## WORK INSTRUCTIONS
The records below must be written out exactly, with every picture left behind.

(EXTRACTED INFORMATION Opens)

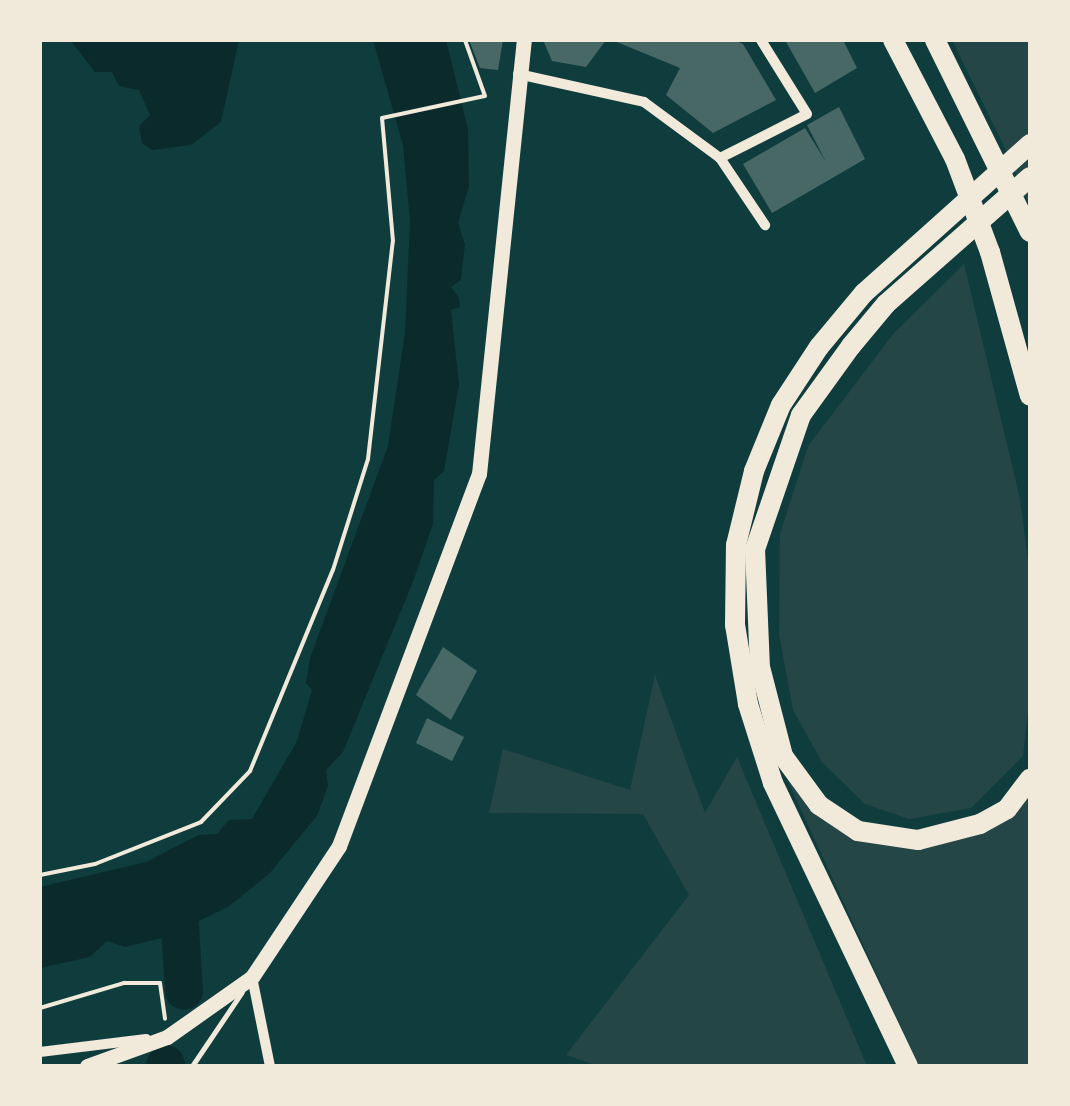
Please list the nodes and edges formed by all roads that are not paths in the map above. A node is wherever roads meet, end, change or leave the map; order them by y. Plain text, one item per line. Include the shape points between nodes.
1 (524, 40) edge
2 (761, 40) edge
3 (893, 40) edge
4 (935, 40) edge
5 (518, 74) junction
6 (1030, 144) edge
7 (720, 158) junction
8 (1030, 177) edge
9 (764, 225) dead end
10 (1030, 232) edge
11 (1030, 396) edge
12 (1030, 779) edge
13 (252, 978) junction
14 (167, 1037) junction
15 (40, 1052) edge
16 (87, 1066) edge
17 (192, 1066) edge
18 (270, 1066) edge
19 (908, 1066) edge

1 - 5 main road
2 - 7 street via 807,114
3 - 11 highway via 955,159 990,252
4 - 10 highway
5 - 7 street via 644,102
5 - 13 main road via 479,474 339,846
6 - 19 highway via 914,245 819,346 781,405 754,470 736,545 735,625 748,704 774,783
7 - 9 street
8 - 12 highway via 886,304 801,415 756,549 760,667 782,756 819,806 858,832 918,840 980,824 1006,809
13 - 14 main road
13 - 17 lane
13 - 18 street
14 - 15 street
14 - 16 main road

(EXTRACTED INFORMATION Closes)

## RESPONSE AREA
Please list the nodes and edges formed by all roads that are not paths in the map above. A node is wherever roads meet, end, change or leave the map; order them by y. Plain text, one item per line. Include the shape points between nodes.
1 (524, 40) edge
2 (761, 40) edge
3 (893, 40) edge
4 (935, 40) edge
5 (518, 74) junction
6 (1030, 144) edge
7 (720, 158) junction
8 (1030, 177) edge
9 (764, 225) dead end
10 (1030, 232) edge
11 (1030, 396) edge
12 (1030, 779) edge
13 (252, 978) junction
14 (167, 1037) junction
15 (40, 1052) edge
16 (87, 1066) edge
17 (192, 1066) edge
18 (270, 1066) edge
19 (908, 1066) edge

1 - 5 main road
2 - 7 street via 807,114
3 - 11 highway via 955,159 990,252
4 - 10 highway
5 - 7 street via 644,102
5 - 13 main road via 479,474 339,846
6 - 19 highway via 914,245 819,346 781,405 754,470 736,545 735,625 748,704 774,783
7 - 9 street
8 - 12 highway via 886,304 801,415 756,549 760,667 782,756 819,806 858,832 918,840 980,824 1006,809
13 - 14 main road
13 - 17 lane
13 - 18 street
14 - 15 street
14 - 16 main road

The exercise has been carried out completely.